Desenvolveu-se uma instrumentação consistindo de uma interface AD/DA em um
computador IBM-PC 486 66 MHz com um "software" apropriado e um
sistema de chaveamento para a interrupção da corrente aplicada na primeira
etapa, ligando um UME de Pt recoberto com Hg e um eletrodo de referência
miniaturizado de Ag/AgCl, para análises potenciométricas.
A metodologia para determinação de alguns metais em vinagre e líquidos de
conserva48 está sendo desenvolvida sem a necessidade de decomposição prévia da
matéria orgânica nem desoxigenação da amostra. Isto reduz significativamente o
tempo de análise e elimina os riscos de contaminação na adição de reagentes. As
figuras_14 e 15 mostram os potenciogramas típicos para a determinação de Zn2+
em amostra de líquido de conserva de palmito in natura e Pb2+ em amostra de
líquido de conserva de cogumelo com um UME de Pt de 10 µm recoberto com Hg,
juntamente com as respectivas curvas analíticas. Esta técnica apresenta
inúmeras vantagens que estão discutidas em um trabalho submetido a esta
revista49.
CONCLUSÕES
Os exemplos discutidos mostram uma ampla faixa de aplicações de UME em
eletroquímica e eletroanalítica. Sob diversos pontos de vista, estes sistemas
têm introduzido uma abordagem inteiramente nova para problemas que não
apresentavam soluções com técnicas tradicionais.

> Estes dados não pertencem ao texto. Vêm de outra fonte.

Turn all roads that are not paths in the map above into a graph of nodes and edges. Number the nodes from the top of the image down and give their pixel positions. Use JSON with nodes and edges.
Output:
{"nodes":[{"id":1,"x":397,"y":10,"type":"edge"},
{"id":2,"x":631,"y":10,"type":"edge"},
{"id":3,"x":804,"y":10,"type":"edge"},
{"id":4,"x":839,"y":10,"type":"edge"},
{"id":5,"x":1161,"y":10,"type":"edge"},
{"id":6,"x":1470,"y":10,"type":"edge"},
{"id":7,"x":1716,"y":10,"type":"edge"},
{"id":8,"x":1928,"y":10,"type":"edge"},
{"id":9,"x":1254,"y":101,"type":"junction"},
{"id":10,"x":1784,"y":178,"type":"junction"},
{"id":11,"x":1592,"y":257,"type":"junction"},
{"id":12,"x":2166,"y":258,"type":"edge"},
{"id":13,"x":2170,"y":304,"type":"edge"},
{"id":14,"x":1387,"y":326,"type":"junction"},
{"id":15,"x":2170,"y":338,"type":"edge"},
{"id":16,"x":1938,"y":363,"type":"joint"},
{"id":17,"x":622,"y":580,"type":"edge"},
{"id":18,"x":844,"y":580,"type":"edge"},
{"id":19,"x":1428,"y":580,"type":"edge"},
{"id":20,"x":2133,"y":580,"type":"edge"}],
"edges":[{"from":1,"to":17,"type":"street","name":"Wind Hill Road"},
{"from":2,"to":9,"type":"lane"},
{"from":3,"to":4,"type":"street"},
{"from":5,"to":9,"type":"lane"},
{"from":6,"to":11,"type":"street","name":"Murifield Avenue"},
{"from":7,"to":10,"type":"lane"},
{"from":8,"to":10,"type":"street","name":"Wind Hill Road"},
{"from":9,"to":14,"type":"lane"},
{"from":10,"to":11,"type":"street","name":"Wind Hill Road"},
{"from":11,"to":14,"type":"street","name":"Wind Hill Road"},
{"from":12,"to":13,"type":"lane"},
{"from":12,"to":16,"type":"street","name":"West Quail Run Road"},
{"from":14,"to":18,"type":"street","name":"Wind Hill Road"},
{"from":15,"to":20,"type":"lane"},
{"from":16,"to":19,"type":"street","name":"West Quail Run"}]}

Os UME propiciam a especial condição de miniaturização da instrumentação
eletroquímica necessária. Entretanto, devido ao elevado preço de UME
comerciais, é extremamente conveniente construí-los no próprio laboratório.
Neste trabalho, foi mostrada uma alternativa de construção de UME que tem sido
utilizada com sucesso há, pelo menos, dez anos.
A grande vantagem da utilização destes UME em eletroquímica está relacionada
com a possibilidade de se minimizar os problemas com interferentes nas
respostas obtidas. Assim, não se observam efeitos de queda ôhmica, bolhas,
correntes capacitivas, etc.
No campo da eletroanalítica, os UME possibilitam a diminuição dos limites de
detecção nas técnicas voltamétricas, eliminam a necessidade de utilização de
eletrólito de suporte em análises e proporcionam respostas com menos ruídos e
com maior reprodutibilidade.
Desta forma, o futuro dos UME em eletroquímica e eletroanalítica parece apontar
para um aumento exponencial de aplicações nos mais diferentes sistemas.